What you are asked to do:
Could you repeat the records below exactly, without the pictures?
Segment Start: Task input
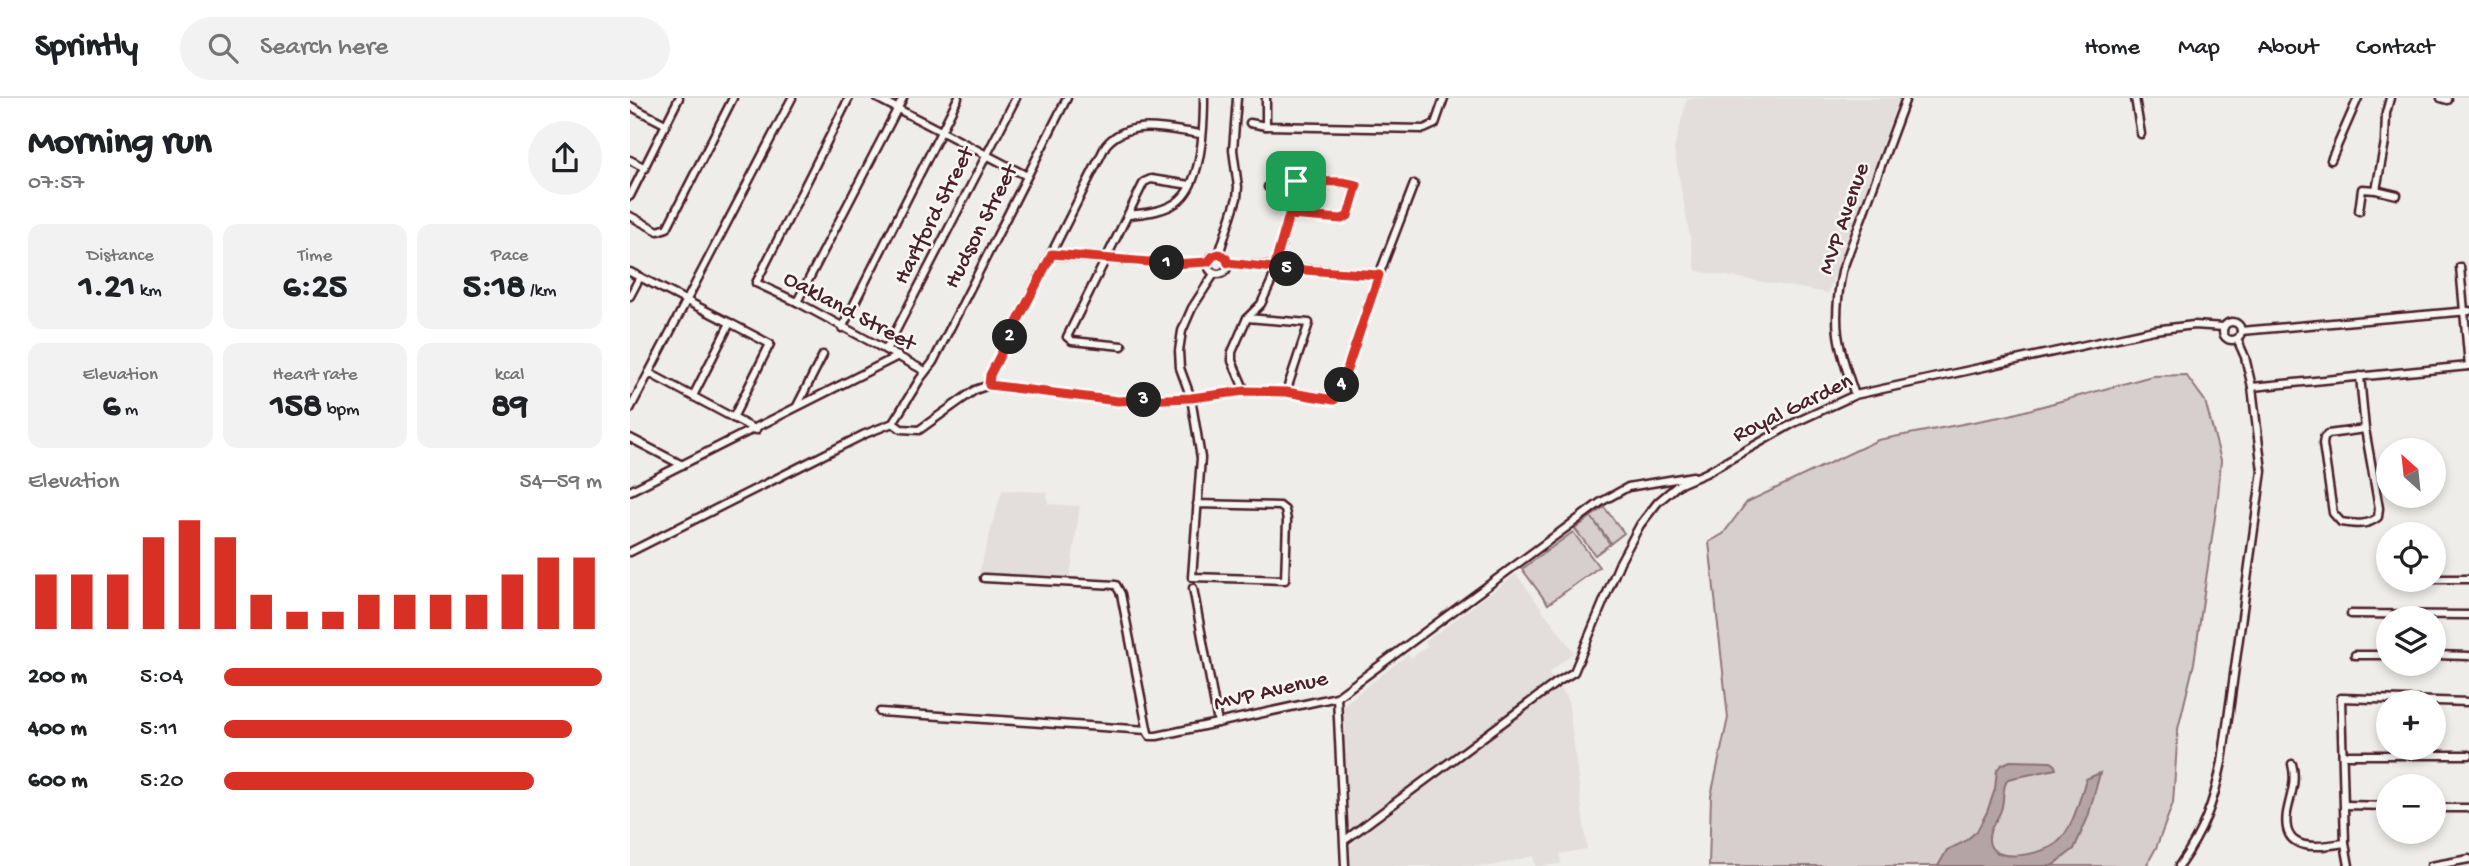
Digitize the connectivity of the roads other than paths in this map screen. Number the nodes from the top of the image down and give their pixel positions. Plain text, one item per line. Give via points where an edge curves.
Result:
1 (679, 98) edge
2 (733, 98) edge
3 (792, 98) edge
4 (849, 98) edge
5 (877, 98) edge
6 (903, 98) edge
7 (958, 98) edge
8 (1016, 98) edge
9 (1067, 98) edge
10 (1204, 98) edge
11 (1237, 98) edge
12 (1266, 98) edge
13 (1444, 98) edge
14 (1906, 98) edge
15 (2135, 98) edge
16 (2358, 98) edge
17 (2390, 98) edge
18 (630, 106) edge
19 (898, 108) junction
20 (1250, 123) dead end
21 (665, 124) junction
22 (1266, 125) junction
23 (941, 130) junction
24 (1201, 134) junction
25 (2141, 134) dead end
26 (986, 155) junction
27 (630, 160) edge
28 (2331, 160) dead end
29 (645, 168) junction
30 (1027, 176) junction
31 (1414, 184) dead end
32 (1190, 185) junction
33 (1268, 187) dead end
34 (1287, 189) junction
35 (2376, 190) junction
36 (2397, 195) dead end
37 (630, 196) edge
38 (2359, 211) dead end
39 (1129, 215) junction
40 (1289, 215) junction
41 (630, 216) edge
42 (1052, 254) junction
43 (1219, 254) junction
44 (1107, 258) junction
45 (1208, 262) junction
46 (1228, 263) junction
47 (2460, 267) dead end
48 (1274, 268) junction
49 (630, 272) edge
50 (1214, 274) junction
51 (1379, 275) junction
52 (640, 277) junction
53 (630, 296) edge
54 (686, 302) junction
55 (797, 302) junction
56 (2467, 312) edge
57 (1247, 318) junction
58 (730, 323) junction
59 (2224, 327) junction
60 (842, 328) junction
61 (2241, 331) junction
62 (2237, 339) junction
63 (1122, 346) dead end
64 (886, 350) junction
65 (823, 355) dead end
66 (898, 356) junction
67 (2469, 366) edge
68 (925, 371) junction
69 (649, 373) junction
70 (2360, 376) junction
71 (989, 385) junction
72 (2252, 387) junction
73 (1245, 391) junction
74 (1286, 392) junction
75 (1855, 395) junction
76 (692, 396) junction
77 (1191, 398) junction
78 (796, 408) junction
79 (630, 409) edge
80 (733, 418) junction
81 (893, 423) junction
82 (2365, 429) junction
83 (756, 430) junction
84 (630, 438) edge
85 (682, 465) junction
86 (1706, 473) junction
87 (630, 491) edge
88 (1198, 504) junction
89 (630, 552) edge
90 (984, 578) dead end
91 (2446, 579) edge
92 (2469, 579) edge
93 (1193, 588) dead end
94 (2351, 614) dead end
95 (2469, 615) edge
96 (2356, 654) dead end
97 (2376, 655) edge
98 (2446, 656) edge
99 (2469, 656) edge
100 (1337, 698) junction
101 (2469, 702) edge
102 (880, 712) dead end
103 (1218, 723) junction
104 (1147, 730) junction
105 (2344, 755) junction
106 (2469, 755) edge
107 (2292, 764) dead end
108 (2346, 805) junction
109 (2376, 806) edge
110 (2446, 808) edge
111 (2469, 808) edge
112 (1345, 840) junction
113 (2345, 843) junction
114 (2469, 859) edge
115 (1345, 866) edge
116 (2179, 866) edge
117 (2349, 866) edge
118 (2431, 866) edge

1 - 21 street
2 - 41 street via 667,228 658,231
3 - 54 street
4 - 55 street, Oakland Street via 756,283
5 - 19 street
6 - 19 street
7 - 23 street
8 - 26 street, Hartford Street
9 - 30 street, Hudson Street
10 - 24 street
11 - 43 street via 1233,150 1237,198
12 - 22 street
13 - 22 street via 1435,124 1424,130
14 - 75 street, MVP Avenue via 1842,271 1836,301 1839,351
15 - 25 street
16 - 28 street
17 - 35 street
18 - 21 street
19 - 23 street
19 - 55 street
20 - 22 street
21 - 29 street
23 - 26 street
23 - 60 street
24 - 32 street via 1199,160
24 - 42 street via 1142,127 1116,135 1106,145
26 - 30 street
26 - 64 street, Hartford Street
27 - 29 street
29 - 37 street
30 - 68 street, Hudson Street
31 - 51 street
32 - 39 street via 1173,205
32 - 39 street via 1147,180
33 - 34 street
34 - 40 street
34 - 40 street via 1296,181 1358,183 1348,216 1342,219
35 - 36 street
35 - 38 street via 2362,189
39 - 44 street
40 - 48 street
42 - 44 street
42 - 71 street
43 - 45 street
43 - 46 street
44 - 45 street
44 - 63 street via 1068,340
45 - 50 street
46 - 48 street
46 - 50 street via 1224,272
47 - 56 street
48 - 51 street
48 - 57 street via 1261,304
49 - 52 street
50 - 77 street via 1182,331 1180,368
51 - 74 street via 1338,396 1328,400
52 - 53 street
52 - 54 street
54 - 58 street
54 - 69 street
55 - 60 street, Oakland Street
56 - 61 street
56 - 67 street
57 - 73 street via 1231,357
57 - 74 street via 1309,323
58 - 76 street
58 - 80 street via 770,344
59 - 61 street via 2232,322
59 - 62 street via 2227,339
59 - 75 street, Royal Garden via 2154,330
60 - 64 street, Oakland Street
61 - 62 street
62 - 72 street
64 - 66 street, Oakland Street
65 - 78 street
66 - 68 street, Oakland Street
66 - 78 street
67 - 70 street
68 - 81 street, Hudson Street
69 - 76 street
69 - 79 street
70 - 72 street
70 - 82 street
71 - 77 street via 1118,401
71 - 81 street via 919,430 901,429
72 - 116 street via 2262,471 2222,762 2213,804
73 - 74 street
73 - 77 street
75 - 86 street, Royal Garden
76 - 80 street
77 - 88 street via 1201,458
78 - 83 street
80 - 83 street
81 - 89 street
82 - 82 street via 2324,438 2333,513 2341,522 2362,524 2378,517
83 - 85 street
84 - 85 street
85 - 87 street
86 - 100 street, MVP Avenue via 1628,487 1601,502
86 - 112 street, Royal Garden via 1678,485 1640,526 1574,672
88 - 88 street via 1280,506 1285,510 1285,580 1192,577
90 - 104 street via 1116,585
91 - 92 street
93 - 103 street
94 - 95 street
96 - 97 street
98 - 99 street
100 - 103 street, MVP Avenue
100 - 112 street
101 - 105 street via 2340,698
102 - 104 street
103 - 104 street, MVP Avenue via 1153,737
105 - 106 street
105 - 108 street
107 - 113 street via 2294,788 2287,813 2295,842 2303,846
108 - 109 street
108 - 113 street
110 - 111 street
112 - 115 street
113 - 117 street
114 - 118 street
Segment End: Task input
Exercise result:
Digitize the connectivity of the roads other than paths in this map screen. Number the nodes from the top of the image down and give their pixel positions. Plain text, one item per line. Give via points where an edge curves.
Result:
1 (679, 98) edge
2 (733, 98) edge
3 (792, 98) edge
4 (849, 98) edge
5 (877, 98) edge
6 (903, 98) edge
7 (958, 98) edge
8 (1016, 98) edge
9 (1067, 98) edge
10 (1204, 98) edge
11 (1237, 98) edge
12 (1266, 98) edge
13 (1444, 98) edge
14 (1906, 98) edge
15 (2135, 98) edge
16 (2358, 98) edge
17 (2390, 98) edge
18 (630, 106) edge
19 (898, 108) junction
20 (1250, 123) dead end
21 (665, 124) junction
22 (1266, 125) junction
23 (941, 130) junction
24 (1201, 134) junction
25 (2141, 134) dead end
26 (986, 155) junction
27 (630, 160) edge
28 (2331, 160) dead end
29 (645, 168) junction
30 (1027, 176) junction
31 (1414, 184) dead end
32 (1190, 185) junction
33 (1268, 187) dead end
34 (1287, 189) junction
35 (2376, 190) junction
36 (2397, 195) dead end
37 (630, 196) edge
38 (2359, 211) dead end
39 (1129, 215) junction
40 (1289, 215) junction
41 (630, 216) edge
42 (1052, 254) junction
43 (1219, 254) junction
44 (1107, 258) junction
45 (1208, 262) junction
46 (1228, 263) junction
47 (2460, 267) dead end
48 (1274, 268) junction
49 (630, 272) edge
50 (1214, 274) junction
51 (1379, 275) junction
52 (640, 277) junction
53 (630, 296) edge
54 (686, 302) junction
55 (797, 302) junction
56 (2467, 312) edge
57 (1247, 318) junction
58 (730, 323) junction
59 (2224, 327) junction
60 (842, 328) junction
61 (2241, 331) junction
62 (2237, 339) junction
63 (1122, 346) dead end
64 (886, 350) junction
65 (823, 355) dead end
66 (898, 356) junction
67 (2469, 366) edge
68 (925, 371) junction
69 (649, 373) junction
70 (2360, 376) junction
71 (989, 385) junction
72 (2252, 387) junction
73 (1245, 391) junction
74 (1286, 392) junction
75 (1855, 395) junction
76 (692, 396) junction
77 (1191, 398) junction
78 (796, 408) junction
79 (630, 409) edge
80 (733, 418) junction
81 (893, 423) junction
82 (2365, 429) junction
83 (756, 430) junction
84 (630, 438) edge
85 (682, 465) junction
86 (1706, 473) junction
87 (630, 491) edge
88 (1198, 504) junction
89 (630, 552) edge
90 (984, 578) dead end
91 (2446, 579) edge
92 (2469, 579) edge
93 (1193, 588) dead end
94 (2351, 614) dead end
95 (2469, 615) edge
96 (2356, 654) dead end
97 (2376, 655) edge
98 (2446, 656) edge
99 (2469, 656) edge
100 (1337, 698) junction
101 (2469, 702) edge
102 (880, 712) dead end
103 (1218, 723) junction
104 (1147, 730) junction
105 (2344, 755) junction
106 (2469, 755) edge
107 (2292, 764) dead end
108 (2346, 805) junction
109 (2376, 806) edge
110 (2446, 808) edge
111 (2469, 808) edge
112 (1345, 840) junction
113 (2345, 843) junction
114 (2469, 859) edge
115 (1345, 866) edge
116 (2179, 866) edge
117 (2349, 866) edge
118 (2431, 866) edge

1 - 21 street
2 - 41 street via 667,228 658,231
3 - 54 street
4 - 55 street, Oakland Street via 756,283
5 - 19 street
6 - 19 street
7 - 23 street
8 - 26 street, Hartford Street
9 - 30 street, Hudson Street
10 - 24 street
11 - 43 street via 1233,150 1237,198
12 - 22 street
13 - 22 street via 1435,124 1424,130
14 - 75 street, MVP Avenue via 1842,271 1836,301 1839,351
15 - 25 street
16 - 28 street
17 - 35 street
18 - 21 street
19 - 23 street
19 - 55 street
20 - 22 street
21 - 29 street
23 - 26 street
23 - 60 street
24 - 32 street via 1199,160
24 - 42 street via 1142,127 1116,135 1106,145
26 - 30 street
26 - 64 street, Hartford Street
27 - 29 street
29 - 37 street
30 - 68 street, Hudson Street
31 - 51 street
32 - 39 street via 1173,205
32 - 39 street via 1147,180
33 - 34 street
34 - 40 street
34 - 40 street via 1296,181 1358,183 1348,216 1342,219
35 - 36 street
35 - 38 street via 2362,189
39 - 44 street
40 - 48 street
42 - 44 street
42 - 71 street
43 - 45 street
43 - 46 street
44 - 45 street
44 - 63 street via 1068,340
45 - 50 street
46 - 48 street
46 - 50 street via 1224,272
47 - 56 street
48 - 51 street
48 - 57 street via 1261,304
49 - 52 street
50 - 77 street via 1182,331 1180,368
51 - 74 street via 1338,396 1328,400
52 - 53 street
52 - 54 street
54 - 58 street
54 - 69 street
55 - 60 street, Oakland Street
56 - 61 street
56 - 67 street
57 - 73 street via 1231,357
57 - 74 street via 1309,323
58 - 76 street
58 - 80 street via 770,344
59 - 61 street via 2232,322
59 - 62 street via 2227,339
59 - 75 street, Royal Garden via 2154,330
60 - 64 street, Oakland Street
61 - 62 street
62 - 72 street
64 - 66 street, Oakland Street
65 - 78 street
66 - 68 street, Oakland Street
66 - 78 street
67 - 70 street
68 - 81 street, Hudson Street
69 - 76 street
69 - 79 street
70 - 72 street
70 - 82 street
71 - 77 street via 1118,401
71 - 81 street via 919,430 901,429
72 - 116 street via 2262,471 2222,762 2213,804
73 - 74 street
73 - 77 street
75 - 86 street, Royal Garden
76 - 80 street
77 - 88 street via 1201,458
78 - 83 street
80 - 83 street
81 - 89 street
82 - 82 street via 2324,438 2333,513 2341,522 2362,524 2378,517
83 - 85 street
84 - 85 street
85 - 87 street
86 - 100 street, MVP Avenue via 1628,487 1601,502
86 - 112 street, Royal Garden via 1678,485 1640,526 1574,672
88 - 88 street via 1280,506 1285,510 1285,580 1192,577
90 - 104 street via 1116,585
91 - 92 street
93 - 103 street
94 - 95 street
96 - 97 street
98 - 99 street
100 - 103 street, MVP Avenue
100 - 112 street
101 - 105 street via 2340,698
102 - 104 street
103 - 104 street, MVP Avenue via 1153,737
105 - 106 street
105 - 108 street
107 - 113 street via 2294,788 2287,813 2295,842 2303,846
108 - 109 street
108 - 113 street
110 - 111 street
112 - 115 street
113 - 117 street
114 - 118 street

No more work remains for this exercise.